Jullio ikut berbaring dengan Hillary. Ia menatap lekat-lekat mata biru milik gadis itu. Sorot mata itu menyejukkan, Jullio menyukainya. “Haruskan kujawab?”
Saat Hillary baru saja akan mengatakan iya, Jullio lebih dulu menyambar bibir Hillary. Hillary yang awalnya ingin protes mengurungkan niatnya karena ia juga merasa membutuhkan ciuman ini. Keduanya hanyut ke dalam ciuman bertubi-tubi itu. Jullio menginginkan ciuman itu. Tidak berbeda jauh dengan Hillary. Mereka saling menahan diri masing-masing. Jullio tidak ingin menyakiti Hillary. Dan Hillary yang tidak ingin merusak masa depannya.
“Maukah kau menjadi milikku?”
“Tidak mau,” Hillary menetralkan napasnya. Dimiliki oleh pria seperti Jullio mungkin akan menjadi pengalaman menyenangkan untuknya. Namun, mengorbankan masa depannya? Sunggug, Hillary tidak mau hal buruk menimpa keluarganya. Setelah…
“Aku mencintaimu, sangat…”
“Kau mengatakannya kepada semua wanita,”
“Tidak. Aku bersumpah.”
Ingin sekali rasanya Hillary mempercayai hal itu. Mempercayakan hatinya pada Jullio. Rasanya, tidak masalah jika sesekali ia membuka hati untuk lelaki lain selain Angkasa. Namun, siapa yang akan bertanggung jawab jika hatinya dilukai oleh Jullio? Lagipula, bukanlah saat ini ia sedang dekat dengan Angksa. “Aku tidak siap menjalin hubungan serius dengan siapa pun,”
“Kita bisa memulainya pelan-pelan. Lama-lama, kau pasti terbiasa.”
Ujung bibir Hillary terangkat. “Baiklah, aku akan mencoba.”

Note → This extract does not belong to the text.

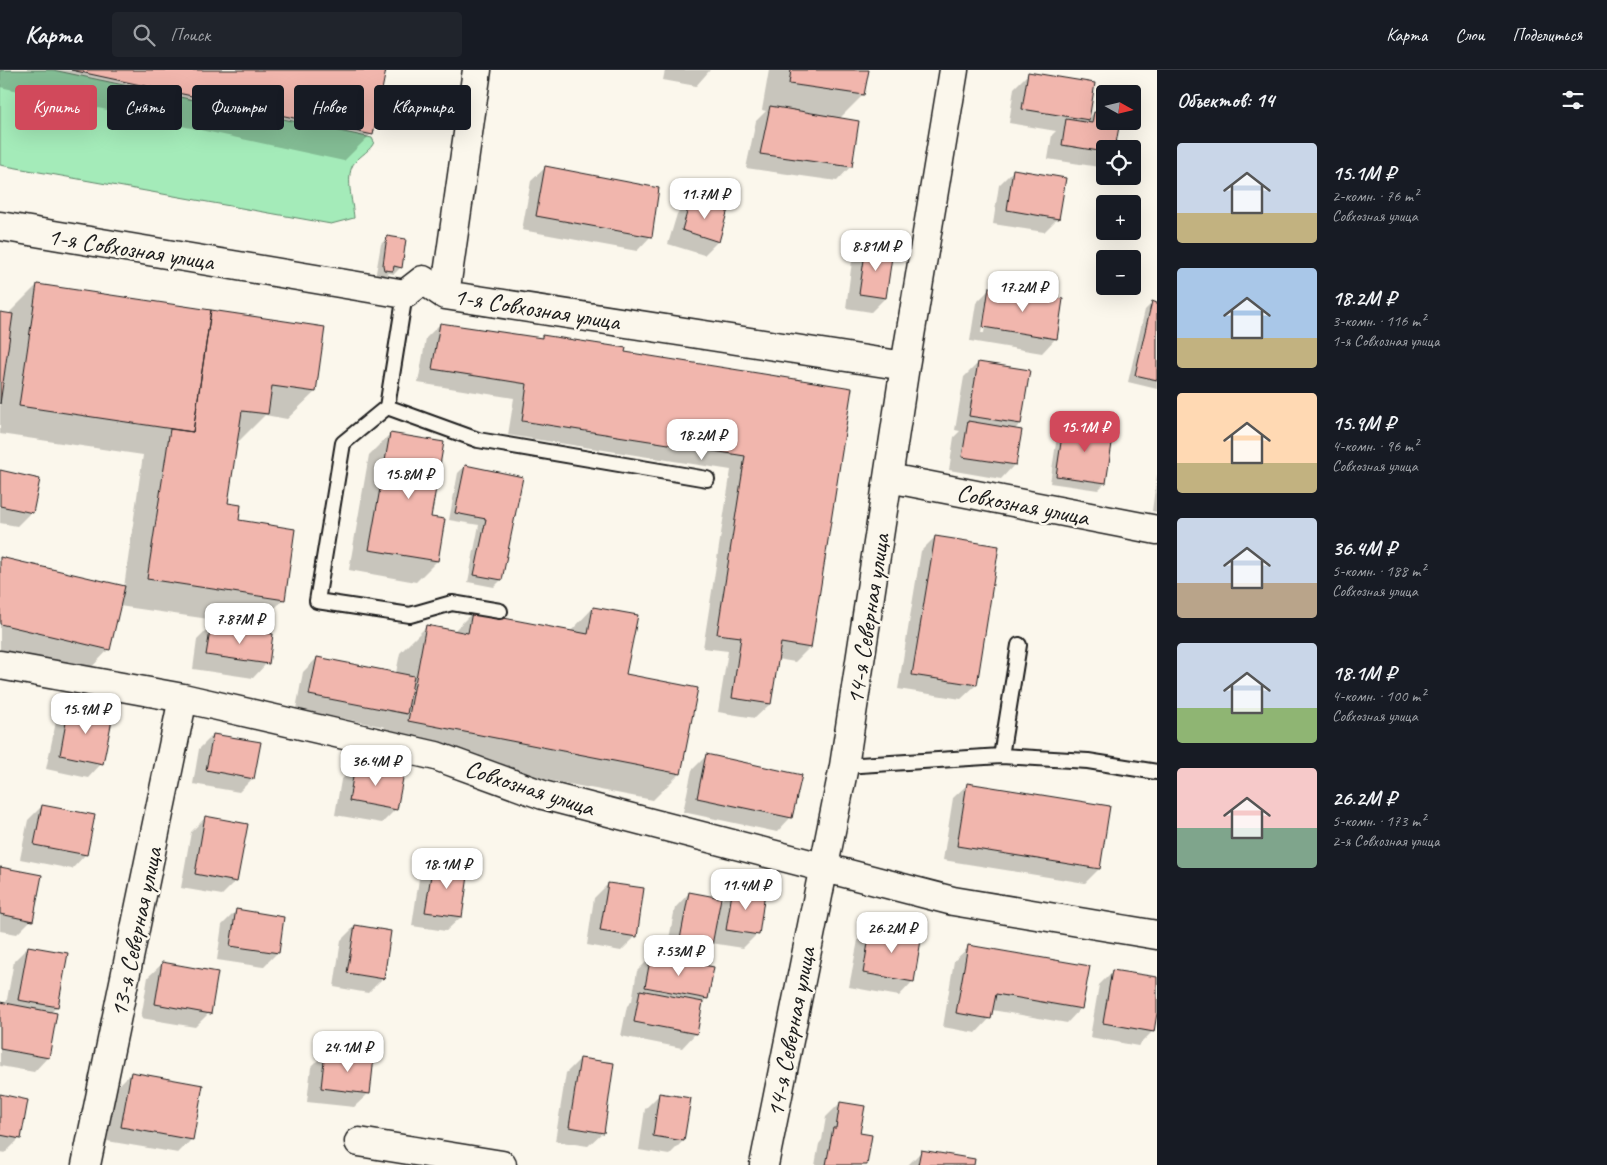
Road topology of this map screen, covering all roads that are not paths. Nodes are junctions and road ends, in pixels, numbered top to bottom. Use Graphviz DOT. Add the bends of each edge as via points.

“Ceritakan bagaimana harimu,”
“Biasa saja. Dan kau?”
“Sama.”
Sisa malam itu, mereka kembali saling memiliki dalam dekapan. Hillary membiarkan Jullio tidur dengannya. Ciuman adalah ritual rutin yang selalu mereka lakukan sebelum akhirnya keduanya terlelap dan pindah ke alam mimpi. Jullio tidak akan membiarkan dirinya dikendalikan oleh nafsu. Jullio tidak ingin merusak masa depan Hillary. Meskipun entah mengapa, ia juga rasanya tidak bisa menahan diri lebih lama lagi.
Pagi hari, mereka terbangun dalam kondisi yang sama seperti sebelumnya. Sama-sama setengah telanjang. Jullio membelai wajah Hillary dengan sayang. Ia ingin sekali melihat wajah itu setiap kali ia membuka mata di pagi hari. Jullio tidak peduli jika ia harus menunggu seribu tahun untuk hal yang satu ini. Ia akan terus menunggu, menunggu dan menunggu.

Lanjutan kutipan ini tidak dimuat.